Directions for this task:
What is needed is an exact transcription of every record below.

── Extracted material ──

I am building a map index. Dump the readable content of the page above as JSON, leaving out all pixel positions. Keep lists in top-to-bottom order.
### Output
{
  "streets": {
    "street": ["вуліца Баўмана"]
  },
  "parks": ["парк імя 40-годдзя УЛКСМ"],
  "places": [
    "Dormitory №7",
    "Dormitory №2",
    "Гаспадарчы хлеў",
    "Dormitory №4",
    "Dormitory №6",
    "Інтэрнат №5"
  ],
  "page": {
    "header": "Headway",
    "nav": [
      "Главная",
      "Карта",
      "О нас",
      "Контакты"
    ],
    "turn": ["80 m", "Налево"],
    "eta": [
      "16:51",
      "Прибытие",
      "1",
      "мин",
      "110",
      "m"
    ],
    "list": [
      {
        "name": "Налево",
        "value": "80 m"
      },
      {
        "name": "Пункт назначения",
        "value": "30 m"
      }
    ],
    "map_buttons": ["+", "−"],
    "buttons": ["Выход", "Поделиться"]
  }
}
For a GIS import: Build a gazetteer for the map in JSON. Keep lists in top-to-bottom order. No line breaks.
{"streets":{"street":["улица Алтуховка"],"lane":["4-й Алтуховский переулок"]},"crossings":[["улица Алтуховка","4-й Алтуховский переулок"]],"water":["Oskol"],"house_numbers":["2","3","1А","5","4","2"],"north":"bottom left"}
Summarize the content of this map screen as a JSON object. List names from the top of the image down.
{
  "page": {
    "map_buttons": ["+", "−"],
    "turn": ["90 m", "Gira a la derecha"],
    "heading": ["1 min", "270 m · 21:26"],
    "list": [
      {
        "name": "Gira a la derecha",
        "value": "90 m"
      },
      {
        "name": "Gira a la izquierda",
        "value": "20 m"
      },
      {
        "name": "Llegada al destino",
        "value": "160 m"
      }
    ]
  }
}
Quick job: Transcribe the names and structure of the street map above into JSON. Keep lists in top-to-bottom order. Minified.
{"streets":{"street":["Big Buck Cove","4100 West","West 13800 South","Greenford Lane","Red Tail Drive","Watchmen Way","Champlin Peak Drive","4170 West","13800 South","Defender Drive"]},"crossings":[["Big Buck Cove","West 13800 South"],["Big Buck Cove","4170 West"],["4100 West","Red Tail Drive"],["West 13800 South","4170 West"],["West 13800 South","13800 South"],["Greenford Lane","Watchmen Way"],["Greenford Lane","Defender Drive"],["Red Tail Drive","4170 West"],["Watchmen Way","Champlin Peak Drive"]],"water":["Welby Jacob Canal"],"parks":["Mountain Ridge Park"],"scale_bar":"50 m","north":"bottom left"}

───

Result below:
I am building a map index. Dump the readable content of the page above as JSON, leaving out all pixel positions. Keep lists in top-to-bottom order.
### Output
{
  "streets": {
    "street": ["вуліца Баўмана"]
  },
  "parks": ["парк імя 40-годдзя УЛКСМ"],
  "places": [
    "Dormitory №7",
    "Dormitory №2",
    "Гаспадарчы хлеў",
    "Dormitory №4",
    "Dormitory №6",
    "Інтэрнат №5"
  ],
  "page": {
    "header": "Headway",
    "nav": [
      "Главная",
      "Карта",
      "О нас",
      "Контакты"
    ],
    "turn": ["80 m", "Налево"],
    "eta": [
      "16:51",
      "Прибытие",
      "1",
      "мин",
      "110",
      "m"
    ],
    "list": [
      {
        "name": "Налево",
        "value": "80 m"
      },
      {
        "name": "Пункт назначения",
        "value": "30 m"
      }
    ],
    "map_buttons": ["+", "−"],
    "buttons": ["Выход", "Поделиться"]
  }
}
For a GIS import: Build a gazetteer for the map in JSON. Keep lists in top-to-bottom order. No line breaks.
{"streets":{"street":["улица Алтуховка"],"lane":["4-й Алтуховский переулок"]},"crossings":[["улица Алтуховка","4-й Алтуховский переулок"]],"water":["Oskol"],"house_numbers":["2","3","1А","5","4","2"],"north":"bottom left"}
Summarize the content of this map screen as a JSON object. List names from the top of the image down.
{
  "page": {
    "map_buttons": ["+", "−"],
    "turn": ["90 m", "Gira a la derecha"],
    "heading": ["1 min", "270 m · 21:26"],
    "list": [
      {
        "name": "Gira a la derecha",
        "value": "90 m"
      },
      {
        "name": "Gira a la izquierda",
        "value": "20 m"
      },
      {
        "name": "Llegada al destino",
        "value": "160 m"
      }
    ]
  }
}
Quick job: Transcribe the names and structure of the street map above into JSON. Keep lists in top-to-bottom order. Minified.
{"streets":{"street":["Big Buck Cove","4100 West","West 13800 South","Greenford Lane","Red Tail Drive","Watchmen Way","Champlin Peak Drive","4170 West","13800 South","Defender Drive"]},"crossings":[["Big Buck Cove","West 13800 South"],["Big Buck Cove","4170 West"],["4100 West","Red Tail Drive"],["West 13800 South","4170 West"],["West 13800 South","13800 South"],["Greenford Lane","Watchmen Way"],["Greenford Lane","Defender Drive"],["Red Tail Drive","4170 West"],["Watchmen Way","Champlin Peak Drive"]],"water":["Welby Jacob Canal"],"parks":["Mountain Ridge Park"],"scale_bar":"50 m","north":"bottom left"}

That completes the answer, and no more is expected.